Virtual follow-up clinic for patients following high dose radiotherapy (HDRT) for lung cancer | Lung Cancer Nursing UK Skip to main content

Virtual follow-up clinic for patients following high dose radiotherapy (HDRT) for lung cancer

By Diana Borthwick, Julie Mencnarowski, Gillian Whitson & Karen McCrae, Western General NHS Lothian

Category: Treatment

The problem identified

In the Edinburgh Cancer Centre, patients with lung cancer who undergo high dose radiotherapy with or without chemotherapy are reviewed weekly during treatment and followed up in clinic 4-6 weeks later. In that 4-6 week period some patients may struggle with side effects of treatment and anecdotally, the lung cancer team felt that some patients did not seek help during this time. It is widely recognised that patients feel isolated following an intense period of contact with healthcare professionals at a time when they are dealing with significant toxicities from complex treatment and that toxicity associated with treatment can adversely affect quality of life (Bulsara 2004). Anecdotally, the lung cancer team felt that some patients struggled with side effects of their treatment but did not seek help during this time.

The intervention made to change the problem

During treatment, patients are reviewed and assessed by a radiotherapy nurse on a weekly basis and toxicities from treatment are graded using the Common Toxicity Criteria version 4.0 (National Cancer Institute 2010). On completion of HDRT all patients are directed by the radiotherapy team to make an appointment for the virtual clinic. To improve continuity the same proforma used by the radiotherapy nurse is used by the lung CNS team. The team phones patients on a weekly basis offering assessment of toxicities, support and reassurance for approximately 4 weeks depending on toxicity or longer if deemed necessary by the nurse. Other interventions can include referral to GPs in a timely fashion, administrative issues around appointments, other agencies such as rehabilitation or arranging admission if required. At the end of the review period a letter is generated to the GP detailing toxicities and any nursing interventions.

How it changed my practice

By supporting patients to anticipate and pre-empt problems you empower them to take a more active role in the management of their care (Hibbard et al 2006). Patients are now offered advice and support during a time when they may feel "cast adrift". Continuity of care has improved and patients like the regular contact by the hospital. In addition, liaison between the tertiary and primary services has improved. An audit of this initiative has shown that the lung cancer nursing team has provided an effective service to this group of patients and their service is now embedded in practice. As this intervention has been so successful, we now include patients undergoing high dose palliative radiotherapy. In the last couple of years one of the radiographers has joined our team and helps us with the telephone review. We benefit as a team learning more about radiotherapy as does he in his professional development.

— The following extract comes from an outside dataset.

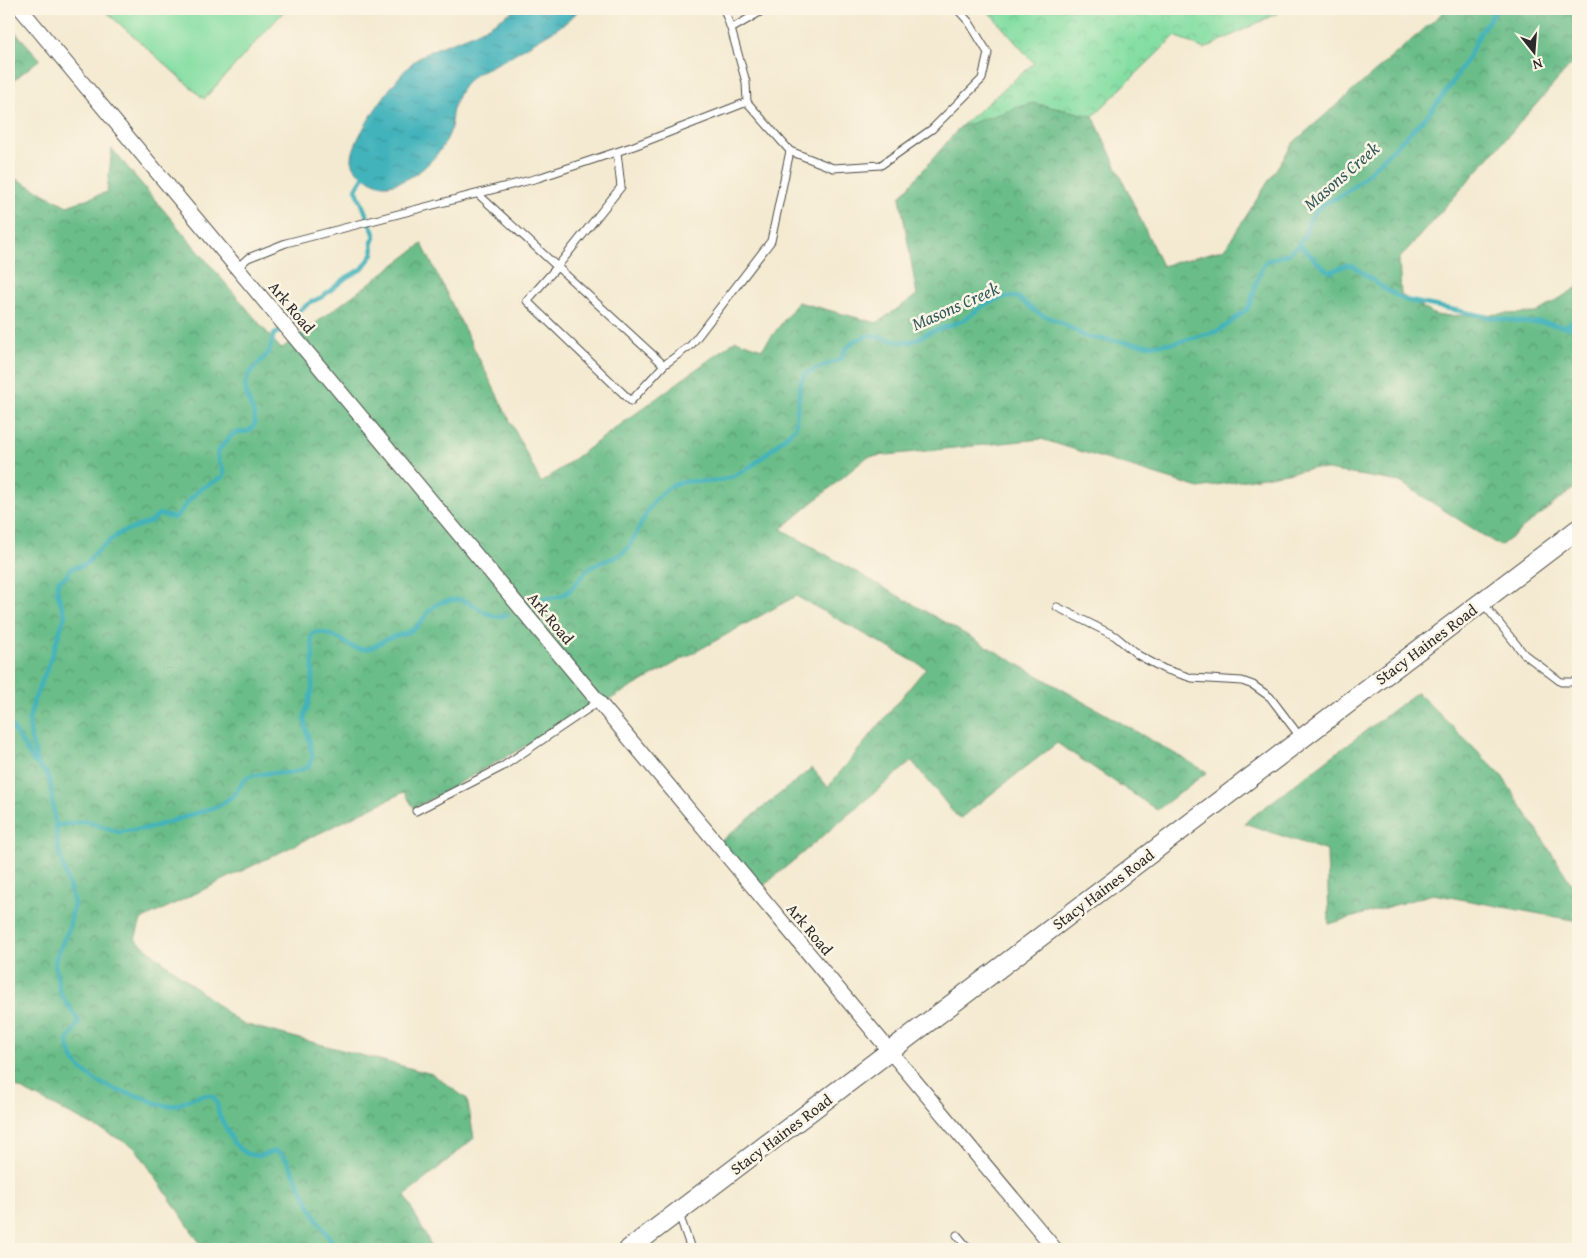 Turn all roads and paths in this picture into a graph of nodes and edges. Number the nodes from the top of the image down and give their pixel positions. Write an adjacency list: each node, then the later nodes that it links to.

Bulsara C.,WardA., Joske D.(2004). Haematological Cancer Patients:Achieving a sense of empowerment by using strategies to control illness. Journal of Clinical Nursing 13 251-258. Hibbard JH.Mahoney ER., Stockard J.&Tusler M.(2005). Development &Testing of a Short Form of the PatientActivation Measure. Health Services Research 40 (6) 1918-1930. National Cancer Institute (2010). Common Toxicity CriteriaVersion 4. NCI Division of Cancer Treatment.